The Idaho Legislature went into recess March 19 after several legislators and employees tested positive in the span of a week and a half. Earlier in the legislative session, six people who worked in the statehouse were infected, including two senators, according to the Idaho Press.
The latest infections bring the total to at least 20 people infected since the Legislature’s session began in January.
Idaho Press on Tuesday reported that one House staffer is currently hospitalized for COVID-19. “I pray especially today for John and for you to touch his life as he’s in the hospital,” House Chaplain Tom Dougherty said in the opening prayer, according to the newspaper.
There are no requirements for legislators or staff to wear face coverings in the Statehouse building. There also is no requirement that cases in the Statehouse are disclosed to the public.

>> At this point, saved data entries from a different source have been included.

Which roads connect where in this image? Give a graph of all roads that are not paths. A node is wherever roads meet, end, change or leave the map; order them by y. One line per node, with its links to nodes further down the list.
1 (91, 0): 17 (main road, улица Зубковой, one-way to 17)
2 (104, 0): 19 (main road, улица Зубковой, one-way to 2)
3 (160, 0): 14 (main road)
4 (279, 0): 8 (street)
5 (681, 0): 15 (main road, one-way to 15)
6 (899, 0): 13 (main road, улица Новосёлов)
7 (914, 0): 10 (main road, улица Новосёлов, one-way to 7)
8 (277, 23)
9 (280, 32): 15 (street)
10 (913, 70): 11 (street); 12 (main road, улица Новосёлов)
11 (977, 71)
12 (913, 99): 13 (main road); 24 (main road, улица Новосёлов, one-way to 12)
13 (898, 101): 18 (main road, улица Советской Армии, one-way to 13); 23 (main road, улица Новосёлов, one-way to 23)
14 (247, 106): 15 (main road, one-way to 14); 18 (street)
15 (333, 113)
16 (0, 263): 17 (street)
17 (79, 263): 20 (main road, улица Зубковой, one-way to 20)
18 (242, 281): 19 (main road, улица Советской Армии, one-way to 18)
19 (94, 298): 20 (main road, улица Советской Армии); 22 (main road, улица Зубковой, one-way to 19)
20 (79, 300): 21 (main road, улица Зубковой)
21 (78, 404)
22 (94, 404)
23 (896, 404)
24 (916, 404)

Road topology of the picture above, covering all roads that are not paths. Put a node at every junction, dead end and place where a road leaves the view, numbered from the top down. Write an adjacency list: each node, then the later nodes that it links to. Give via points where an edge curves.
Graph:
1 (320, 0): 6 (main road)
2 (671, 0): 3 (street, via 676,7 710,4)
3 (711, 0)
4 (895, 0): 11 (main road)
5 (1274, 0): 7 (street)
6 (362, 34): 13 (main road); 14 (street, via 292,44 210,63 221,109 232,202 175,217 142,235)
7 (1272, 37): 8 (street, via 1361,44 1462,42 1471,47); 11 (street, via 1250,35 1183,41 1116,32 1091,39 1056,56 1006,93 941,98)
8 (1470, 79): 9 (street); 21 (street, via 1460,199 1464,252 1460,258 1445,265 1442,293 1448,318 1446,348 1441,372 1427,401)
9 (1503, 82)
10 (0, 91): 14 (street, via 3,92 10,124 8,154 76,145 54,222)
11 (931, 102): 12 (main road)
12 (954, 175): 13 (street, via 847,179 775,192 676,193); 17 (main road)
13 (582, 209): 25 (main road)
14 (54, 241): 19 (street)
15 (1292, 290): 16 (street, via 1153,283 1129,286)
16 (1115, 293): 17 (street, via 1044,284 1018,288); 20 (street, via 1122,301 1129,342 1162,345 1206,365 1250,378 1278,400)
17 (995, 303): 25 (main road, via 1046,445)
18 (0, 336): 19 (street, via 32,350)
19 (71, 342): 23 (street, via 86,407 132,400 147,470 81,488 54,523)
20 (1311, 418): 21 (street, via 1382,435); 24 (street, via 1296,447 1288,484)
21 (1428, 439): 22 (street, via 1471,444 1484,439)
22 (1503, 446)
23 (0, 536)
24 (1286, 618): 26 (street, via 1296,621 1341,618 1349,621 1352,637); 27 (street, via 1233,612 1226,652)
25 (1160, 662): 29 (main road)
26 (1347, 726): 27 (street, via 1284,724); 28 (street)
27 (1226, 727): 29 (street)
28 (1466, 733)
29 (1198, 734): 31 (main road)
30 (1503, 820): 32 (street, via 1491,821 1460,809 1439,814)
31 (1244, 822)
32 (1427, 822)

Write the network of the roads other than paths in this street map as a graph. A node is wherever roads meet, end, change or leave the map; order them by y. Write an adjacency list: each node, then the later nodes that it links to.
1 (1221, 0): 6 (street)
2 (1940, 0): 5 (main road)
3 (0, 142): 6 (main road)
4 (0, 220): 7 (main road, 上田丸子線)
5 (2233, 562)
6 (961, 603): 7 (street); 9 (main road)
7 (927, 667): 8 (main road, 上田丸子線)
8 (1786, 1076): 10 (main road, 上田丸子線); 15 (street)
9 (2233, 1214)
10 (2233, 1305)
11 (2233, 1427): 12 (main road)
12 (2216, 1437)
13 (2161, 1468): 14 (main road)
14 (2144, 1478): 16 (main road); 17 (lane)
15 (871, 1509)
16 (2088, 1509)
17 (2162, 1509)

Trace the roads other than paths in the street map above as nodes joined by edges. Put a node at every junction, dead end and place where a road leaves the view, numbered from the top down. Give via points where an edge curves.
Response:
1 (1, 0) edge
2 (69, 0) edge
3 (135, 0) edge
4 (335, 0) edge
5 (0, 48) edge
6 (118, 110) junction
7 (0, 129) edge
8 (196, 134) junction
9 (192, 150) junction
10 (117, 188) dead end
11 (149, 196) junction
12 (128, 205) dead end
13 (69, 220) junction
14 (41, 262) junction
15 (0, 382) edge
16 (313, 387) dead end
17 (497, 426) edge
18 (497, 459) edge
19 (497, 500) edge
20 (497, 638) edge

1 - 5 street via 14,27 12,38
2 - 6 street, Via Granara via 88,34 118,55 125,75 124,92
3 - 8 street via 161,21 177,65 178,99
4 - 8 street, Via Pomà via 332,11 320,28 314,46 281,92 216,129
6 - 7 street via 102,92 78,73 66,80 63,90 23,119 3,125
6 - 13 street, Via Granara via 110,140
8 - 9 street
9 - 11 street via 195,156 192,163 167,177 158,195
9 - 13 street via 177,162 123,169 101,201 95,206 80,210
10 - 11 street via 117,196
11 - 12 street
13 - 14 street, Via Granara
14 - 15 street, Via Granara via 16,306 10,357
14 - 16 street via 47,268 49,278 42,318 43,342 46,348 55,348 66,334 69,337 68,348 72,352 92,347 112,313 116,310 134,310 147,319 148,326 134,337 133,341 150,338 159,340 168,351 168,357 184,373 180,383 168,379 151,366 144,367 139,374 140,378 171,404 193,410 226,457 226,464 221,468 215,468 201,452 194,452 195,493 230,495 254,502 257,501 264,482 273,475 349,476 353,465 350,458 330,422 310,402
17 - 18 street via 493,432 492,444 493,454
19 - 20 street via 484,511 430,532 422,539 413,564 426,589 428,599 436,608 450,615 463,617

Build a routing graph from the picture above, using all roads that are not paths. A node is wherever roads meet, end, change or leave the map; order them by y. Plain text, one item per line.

Legislators reconvened this week, following their quarantine in their home districts. Many of the lawmakers continued not to follow public health guidelines for masks and distancing as they worked in the Capitol.

Idaho’s public health departments have linked 11 “primary” cases and three “secondary” cases to the Statehouse coronavirus outbreak in March. The secondary cases were among people who lived with those infected in the outbreak.
Southwest District Health had the most cases, with four residents in the region infected due to workplace exposure at the Capitol, a spokesperson for the health department said. The department’s contact tracing identified an additional three cases among household members of those infected at the Capitol. (Four of the six House members known to have contracted the virus in the outbreak live in that region.)
Two of the health districts in Idaho’s northernmost regions said they didn’t yet know of any cases of COVID-19 linked to the statehouse outbreak. One health district wasn’t keeping track of cases from the outbreak.